Urteil vom 22. März 2016
 
 
II. öffentlich-rechtliche Abteilung
 
Besetzung
 
Bundesrichter Zünd, Präsident,
 
Bundesrichter Seiler,
 
Bundesrichter Donzallaz,
 
Bundesrichter Stadelmann,
 
Bundesrichter Haag,
 
Gerichtsschreiberin Fuchs.
 
 
Verfahrensbeteiligte
 
1. A.________,
 
2. B.________, handelnd durch A.________, Beschwerdeführer,
 
beide vertreten durch Herrn Samuel Häberli, Freizeitplatzaktion Zürich, Rechtshilfe Asyl und Migration,
 
gegen
 
Migrationsamt des Kantons Zürich,
 
Sicherheitsdirektion des Kantons Zürich.
 
Gegenstand
 
Aufenthaltsbewilligung,
 
Beschwerde gegen das Urteil des Verwaltungsgerichts des Kantons Zürich, 4. Abteilung, vom 19. November 2014.
 
 
Sachverhalt:
 
A. Der vietnamesische Staatsangehörige A.________ (geb. 1957) reiste 1981 in die Schweiz ein, wo ihm Asyl gewährt und er als Flüchtling anerkannt wurde.

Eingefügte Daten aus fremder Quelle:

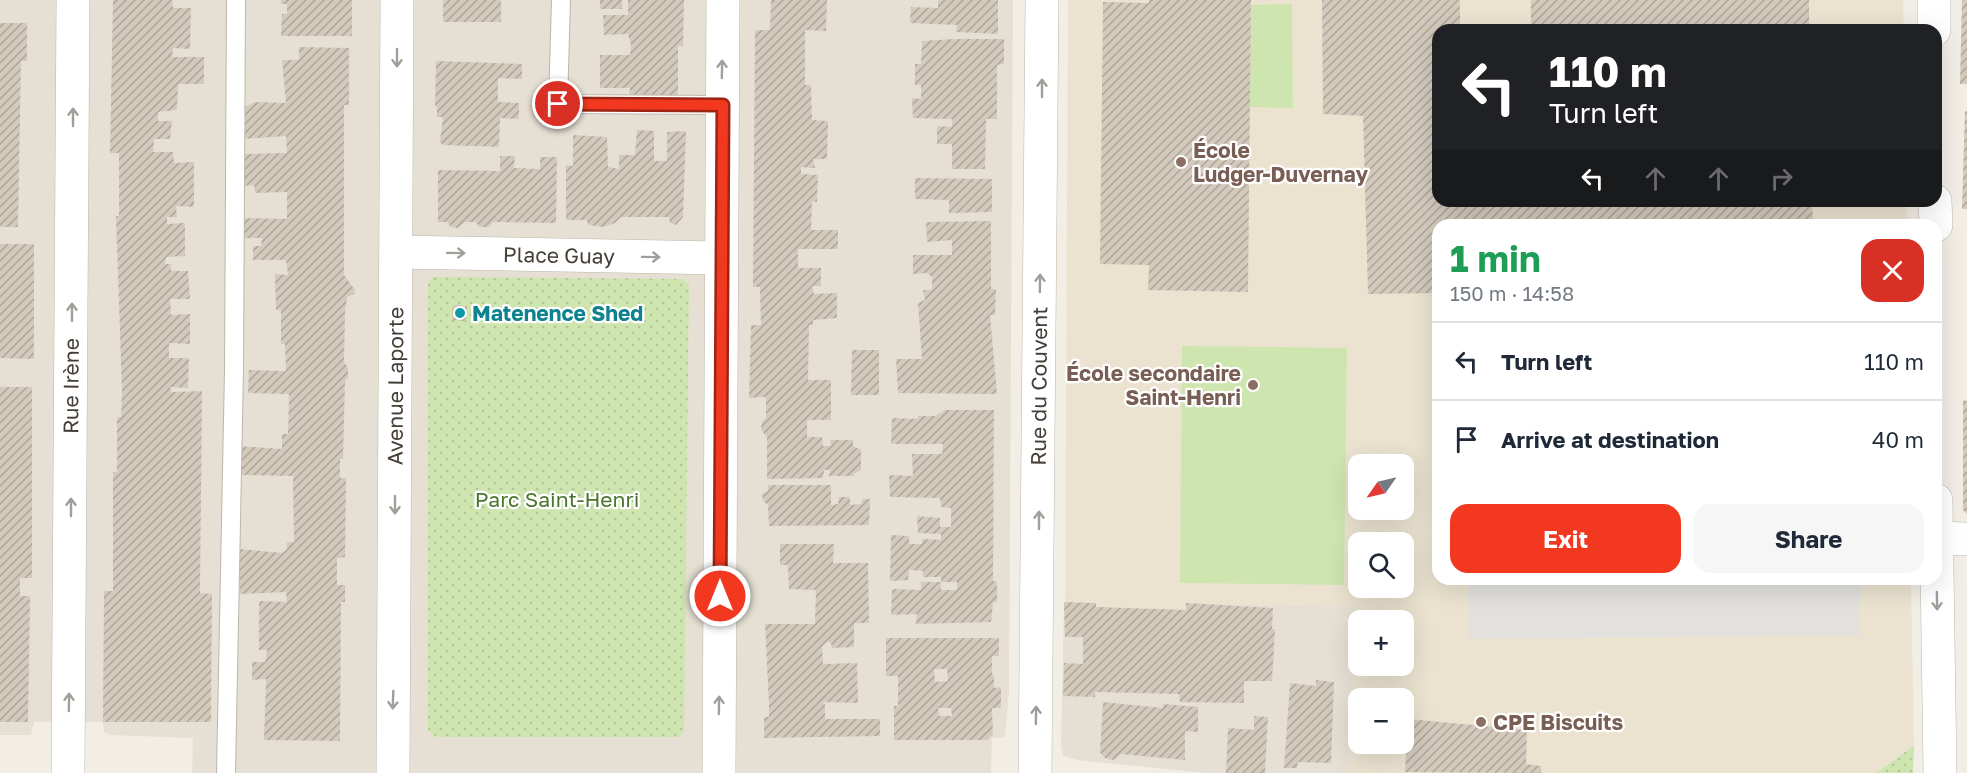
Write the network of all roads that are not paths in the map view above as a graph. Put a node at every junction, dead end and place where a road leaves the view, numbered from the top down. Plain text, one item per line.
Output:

In der Folge erhielt er die Niederlassungsbewilligung. Er verheiratete sich insgesamt drei Mal mit Landsfrauen. Im September 2004 wurde seine Tochter B.________ geboren, die seit Geburt an einer genetisch bedingten Entwicklungsstörung (Angelman-Syndrom) leidet und auf intensive Pflege angewiesen ist. Auch sie erhielt die Niederlassungsbewilligung. Die Ehe zwischen A.________ und C.________, der Mutter von B.________, wurde am 30. Januar 2009 nach knapp siebenjähriger Dauer rechtskräftig geschieden. Dabei wurde die elterliche Sorge für die Tochter dem Vater zugeteilt. Am 7. Dezember 2010 reiste A.________ mit seiner Tochter aus der Schweiz aus, um nach Vietnam zurückzukehren. Zuvor hatte dieser auf seine Flüchtlingseigenschaft und das ihm in der Schweiz gewährte Asyl verzichtet. Gesuche um Aufrechterhaltung der Niederlassungsbewilligungen stellten sie nicht.
1
B. Nach eigenen Angaben reisten A.________ und seine Tochter im Juni 2013 wieder in die Schweiz ein. Ihr Gesuch um Erteilung einer Aufenthaltsbewilligung wies das Migrationsamt des Kantons Zürich mit Verfügung vom 23. Oktober 2013 ab und wies die beiden aus der Schweiz weg. Gleichzeitig stellte das Amt fest, dass die Niederlassungsbewilligungen erloschen waren. Gegen die Nichterteilung der Aufenthaltsbewilligung beschwerten sich A.________ und B.________ erfolglos bei der Sicherheitsdirektion (Entscheid vom 1. Juli 2014) und beim Verwaltungsgericht des Kantons Zürich, das die Beschwerde mit Urteil vom 19. November 2014 abwies.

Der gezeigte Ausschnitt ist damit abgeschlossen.